China’s top automotive exporter is drawing lessons from two automotive giants as it sets its sights on international markets, according to company leadership.
Chery’s chairman Yin Tongyue revealed during a Monday interview that the automaker is exploring expanded manufacturing capabilities in Barcelona, Spain, through its existing joint venture operations. The company is also actively pursuing opportunities to collaborate with European car manufacturers on shared production facilities.
Established in 1996 along the Yangtze River, the automaker produced its inaugural vehicle in 1999. Initially marketed as “Cheery” with a focus on affordability and positivity, the brand has since evolved its vision to mirror the reliability associated with Toyota and the technological advancement characteristic of Tesla.
“Our strategy, we call it ‘double T,’” Yin explained from Chery’s worldwide headquarters in Wuhu. “Toyota plus Tesla.”
This approach involves manufacturing vehicles that combine dependable quality for long-term customer satisfaction with cutting-edge technology designed to appeal to younger consumers, according to Yin.
Chery joins fellow Chinese manufacturers BYD and Geely in revolutionizing the international automotive landscape through advanced electric vehicles offered at competitive pricing that established automakers struggle to match. China’s automotive exhibition, taking place in Beijing this year and opening to public attendance this week, has become the world’s premier event of its kind.

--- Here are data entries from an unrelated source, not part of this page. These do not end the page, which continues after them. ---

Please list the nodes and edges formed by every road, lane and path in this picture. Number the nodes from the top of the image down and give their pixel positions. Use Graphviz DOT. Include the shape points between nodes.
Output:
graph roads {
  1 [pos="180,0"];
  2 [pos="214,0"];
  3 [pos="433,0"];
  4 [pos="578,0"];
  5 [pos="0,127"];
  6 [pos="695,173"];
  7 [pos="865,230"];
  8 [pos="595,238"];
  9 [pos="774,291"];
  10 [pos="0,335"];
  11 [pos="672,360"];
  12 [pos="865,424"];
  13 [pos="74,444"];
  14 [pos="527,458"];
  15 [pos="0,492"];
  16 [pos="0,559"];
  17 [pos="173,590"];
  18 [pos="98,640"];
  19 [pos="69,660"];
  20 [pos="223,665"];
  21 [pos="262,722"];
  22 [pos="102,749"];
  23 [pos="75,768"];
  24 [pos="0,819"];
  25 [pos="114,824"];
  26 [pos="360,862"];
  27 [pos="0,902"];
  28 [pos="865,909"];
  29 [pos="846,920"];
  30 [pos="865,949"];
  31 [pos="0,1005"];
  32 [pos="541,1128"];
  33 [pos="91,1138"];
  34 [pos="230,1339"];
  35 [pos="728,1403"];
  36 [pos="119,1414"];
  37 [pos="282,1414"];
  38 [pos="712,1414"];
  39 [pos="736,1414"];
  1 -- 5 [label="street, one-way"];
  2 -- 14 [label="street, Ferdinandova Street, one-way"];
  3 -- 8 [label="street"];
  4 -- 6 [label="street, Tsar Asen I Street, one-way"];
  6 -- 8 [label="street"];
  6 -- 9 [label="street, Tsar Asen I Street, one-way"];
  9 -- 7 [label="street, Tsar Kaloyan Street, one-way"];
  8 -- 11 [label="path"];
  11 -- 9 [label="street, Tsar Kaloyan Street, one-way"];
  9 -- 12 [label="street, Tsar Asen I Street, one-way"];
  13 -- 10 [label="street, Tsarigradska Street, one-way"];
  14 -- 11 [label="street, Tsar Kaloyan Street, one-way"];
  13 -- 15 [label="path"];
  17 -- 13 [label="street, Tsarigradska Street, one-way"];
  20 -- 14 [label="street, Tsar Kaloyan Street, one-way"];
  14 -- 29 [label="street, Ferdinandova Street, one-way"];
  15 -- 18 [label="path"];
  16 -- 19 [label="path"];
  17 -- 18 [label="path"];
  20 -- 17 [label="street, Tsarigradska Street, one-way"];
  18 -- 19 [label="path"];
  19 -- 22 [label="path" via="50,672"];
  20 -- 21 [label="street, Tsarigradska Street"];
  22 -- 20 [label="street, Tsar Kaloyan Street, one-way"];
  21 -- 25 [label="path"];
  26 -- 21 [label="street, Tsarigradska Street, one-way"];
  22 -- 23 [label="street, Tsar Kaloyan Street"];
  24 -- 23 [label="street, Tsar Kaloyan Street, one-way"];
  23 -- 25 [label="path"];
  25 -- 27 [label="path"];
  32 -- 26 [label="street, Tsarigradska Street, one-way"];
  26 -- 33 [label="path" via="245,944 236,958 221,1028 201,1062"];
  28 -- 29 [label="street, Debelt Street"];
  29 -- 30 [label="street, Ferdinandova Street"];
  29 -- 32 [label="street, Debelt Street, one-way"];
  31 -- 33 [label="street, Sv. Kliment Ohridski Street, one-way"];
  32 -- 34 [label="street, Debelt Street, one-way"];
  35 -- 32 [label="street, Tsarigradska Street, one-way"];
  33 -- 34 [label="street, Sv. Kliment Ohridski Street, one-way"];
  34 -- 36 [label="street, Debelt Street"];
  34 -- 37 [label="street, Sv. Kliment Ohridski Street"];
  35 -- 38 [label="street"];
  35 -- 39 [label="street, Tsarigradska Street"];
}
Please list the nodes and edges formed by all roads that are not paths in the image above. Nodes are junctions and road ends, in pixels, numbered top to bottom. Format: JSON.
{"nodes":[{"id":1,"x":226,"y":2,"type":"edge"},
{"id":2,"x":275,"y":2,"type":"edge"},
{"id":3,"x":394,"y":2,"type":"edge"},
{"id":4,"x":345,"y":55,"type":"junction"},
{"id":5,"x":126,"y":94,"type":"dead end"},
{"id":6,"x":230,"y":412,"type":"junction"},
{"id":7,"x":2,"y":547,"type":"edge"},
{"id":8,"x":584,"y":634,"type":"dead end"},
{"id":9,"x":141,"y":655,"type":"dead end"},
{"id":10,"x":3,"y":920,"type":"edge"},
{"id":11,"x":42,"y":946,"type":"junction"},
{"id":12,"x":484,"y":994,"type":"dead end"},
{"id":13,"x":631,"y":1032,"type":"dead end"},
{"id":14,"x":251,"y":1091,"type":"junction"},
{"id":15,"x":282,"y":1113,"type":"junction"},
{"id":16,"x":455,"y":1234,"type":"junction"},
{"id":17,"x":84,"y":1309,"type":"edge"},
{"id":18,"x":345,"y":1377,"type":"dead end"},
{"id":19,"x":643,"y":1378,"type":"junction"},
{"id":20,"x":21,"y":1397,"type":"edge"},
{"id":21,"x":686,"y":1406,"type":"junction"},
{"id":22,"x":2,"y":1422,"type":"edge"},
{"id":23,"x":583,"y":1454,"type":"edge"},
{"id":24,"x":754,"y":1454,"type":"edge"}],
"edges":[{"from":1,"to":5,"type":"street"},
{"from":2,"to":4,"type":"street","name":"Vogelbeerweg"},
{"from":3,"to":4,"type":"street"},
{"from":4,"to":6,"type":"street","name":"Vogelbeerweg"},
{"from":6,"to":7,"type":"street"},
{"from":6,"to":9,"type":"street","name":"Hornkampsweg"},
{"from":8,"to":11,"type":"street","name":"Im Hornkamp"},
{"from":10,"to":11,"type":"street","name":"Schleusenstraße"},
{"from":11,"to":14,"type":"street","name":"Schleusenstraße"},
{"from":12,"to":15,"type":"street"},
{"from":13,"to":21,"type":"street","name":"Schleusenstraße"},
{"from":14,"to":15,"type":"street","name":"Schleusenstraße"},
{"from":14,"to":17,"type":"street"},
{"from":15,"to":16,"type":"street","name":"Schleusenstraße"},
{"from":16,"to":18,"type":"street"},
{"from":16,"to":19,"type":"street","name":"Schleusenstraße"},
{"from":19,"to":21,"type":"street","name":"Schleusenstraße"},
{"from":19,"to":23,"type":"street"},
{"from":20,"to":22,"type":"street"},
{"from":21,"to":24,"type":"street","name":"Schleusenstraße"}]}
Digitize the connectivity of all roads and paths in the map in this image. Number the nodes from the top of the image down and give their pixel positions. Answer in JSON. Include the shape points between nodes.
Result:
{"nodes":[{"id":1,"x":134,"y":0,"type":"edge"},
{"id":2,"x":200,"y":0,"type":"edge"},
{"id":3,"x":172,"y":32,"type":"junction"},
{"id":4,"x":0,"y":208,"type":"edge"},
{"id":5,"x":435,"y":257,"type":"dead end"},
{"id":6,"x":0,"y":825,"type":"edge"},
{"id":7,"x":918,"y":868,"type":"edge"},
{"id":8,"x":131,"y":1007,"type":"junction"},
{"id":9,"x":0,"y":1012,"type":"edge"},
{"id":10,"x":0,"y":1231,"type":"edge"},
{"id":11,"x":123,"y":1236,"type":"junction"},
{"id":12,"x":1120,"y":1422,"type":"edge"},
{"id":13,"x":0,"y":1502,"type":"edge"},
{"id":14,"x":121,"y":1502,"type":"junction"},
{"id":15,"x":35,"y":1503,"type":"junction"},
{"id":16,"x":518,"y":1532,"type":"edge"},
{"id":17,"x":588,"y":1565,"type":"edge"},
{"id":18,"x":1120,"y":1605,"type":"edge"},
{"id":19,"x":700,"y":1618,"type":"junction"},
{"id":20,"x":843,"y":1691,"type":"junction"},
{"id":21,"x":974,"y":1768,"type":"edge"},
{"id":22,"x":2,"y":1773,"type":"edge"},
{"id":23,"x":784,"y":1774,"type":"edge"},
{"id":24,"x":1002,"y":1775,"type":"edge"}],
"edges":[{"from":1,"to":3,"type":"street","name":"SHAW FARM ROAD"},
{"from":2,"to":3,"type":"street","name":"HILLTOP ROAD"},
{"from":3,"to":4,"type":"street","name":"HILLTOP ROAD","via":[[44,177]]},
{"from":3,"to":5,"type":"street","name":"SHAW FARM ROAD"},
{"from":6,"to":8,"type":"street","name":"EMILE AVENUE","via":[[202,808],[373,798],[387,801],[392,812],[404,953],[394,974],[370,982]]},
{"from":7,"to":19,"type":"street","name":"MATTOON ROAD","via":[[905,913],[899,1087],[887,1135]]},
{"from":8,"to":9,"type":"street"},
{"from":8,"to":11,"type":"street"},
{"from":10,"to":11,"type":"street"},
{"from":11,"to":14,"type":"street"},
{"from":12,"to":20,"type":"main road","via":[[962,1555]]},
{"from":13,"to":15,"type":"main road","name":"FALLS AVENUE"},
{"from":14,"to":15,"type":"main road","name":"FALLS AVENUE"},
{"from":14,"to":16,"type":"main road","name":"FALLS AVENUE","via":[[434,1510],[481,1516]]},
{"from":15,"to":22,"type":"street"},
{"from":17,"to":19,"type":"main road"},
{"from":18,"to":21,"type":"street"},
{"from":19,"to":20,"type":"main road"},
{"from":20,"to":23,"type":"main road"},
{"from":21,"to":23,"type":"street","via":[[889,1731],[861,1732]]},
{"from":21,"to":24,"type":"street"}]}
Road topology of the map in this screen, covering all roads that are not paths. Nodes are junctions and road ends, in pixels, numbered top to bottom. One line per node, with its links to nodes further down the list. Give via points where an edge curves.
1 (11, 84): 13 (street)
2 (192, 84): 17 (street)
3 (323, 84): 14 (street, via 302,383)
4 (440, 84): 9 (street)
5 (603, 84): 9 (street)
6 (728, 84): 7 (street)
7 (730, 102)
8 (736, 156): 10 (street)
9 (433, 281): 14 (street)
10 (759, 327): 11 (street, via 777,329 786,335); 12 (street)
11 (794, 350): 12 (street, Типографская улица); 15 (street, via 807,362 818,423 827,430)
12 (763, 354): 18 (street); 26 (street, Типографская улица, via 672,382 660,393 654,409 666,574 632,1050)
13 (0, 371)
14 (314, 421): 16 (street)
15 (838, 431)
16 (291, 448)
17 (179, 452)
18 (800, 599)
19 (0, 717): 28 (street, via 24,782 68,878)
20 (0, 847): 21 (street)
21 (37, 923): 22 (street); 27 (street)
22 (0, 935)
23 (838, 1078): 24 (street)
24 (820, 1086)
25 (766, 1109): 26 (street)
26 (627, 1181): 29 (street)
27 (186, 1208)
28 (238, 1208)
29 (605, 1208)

Sales figures show Chery moved 2.8 million vehicles in the previous year, representing an almost 8% increase compared to the prior year, based on industry statistics. The company manufactures its Ebro vehicle line in Spain through a local partnership at a Barcelona facility previously operated by Nissan.
“Right now it’s very good,” Yin commented regarding the Spanish operations, noting that Chery aims to “enlarge this capacity in Barcelona” while potentially distributing vehicles to additional markets.
Nevertheless, shipping automobiles internationally in high volumes lacks sustainability, he noted. Rather than relying on exports, Chery prefers establishing local manufacturing and is actively seeking European automotive partnerships for facility sharing, though Yin declined to specify target countries.
“We can share profits, we can share models,” he stated regarding potential collaborative arrangements.
Chery’s international sales have experienced dramatic growth recently, increasing nearly four times from 2020 to 2025. Despite this progress, the manufacturer still trails domestic competitor BYD, which achieved 4.6 million vehicle sales in 2025, securing the fifth position globally by volume.
The company introduced two international brands, Omoda and Jaecoo, during 2023. Combined sales of these brands reached 380,000 units last year, with company officials announcing to dealers and employees over the weekend in Wuhu that they’re pursuing combined sales of 1 million vehicles by 2027.
Chery organized an “international business summit” in Wuhu recently, with company representatives reporting approximately 4,000 attendees, including international dealers and suppliers.
The Jaecoo 7 SUV has achieved notable success in certain markets, becoming Britain’s best-selling vehicle during March.
Sport utility vehicles dominate Chery’s portfolio, accounting for 2.3 million of the 2.8 million vehicles sold globally last year. The company is currently developing smaller models to diversify its offerings.
This shift toward compact vehicles reflects Chery’s global aspirations, as Chinese buyers typically favor larger automobiles unlike European consumers, Yin observed.
Similar to other domestic competitors, Chery faces intense pricing competition domestically, where over 100 automotive brands compete. However, Yin expressed confidence that a long-anticipated industry consolidation is approaching.
“In a couple of years, maybe a very few can survive and be healthy,” he predicted. “Right now, it’s coming.”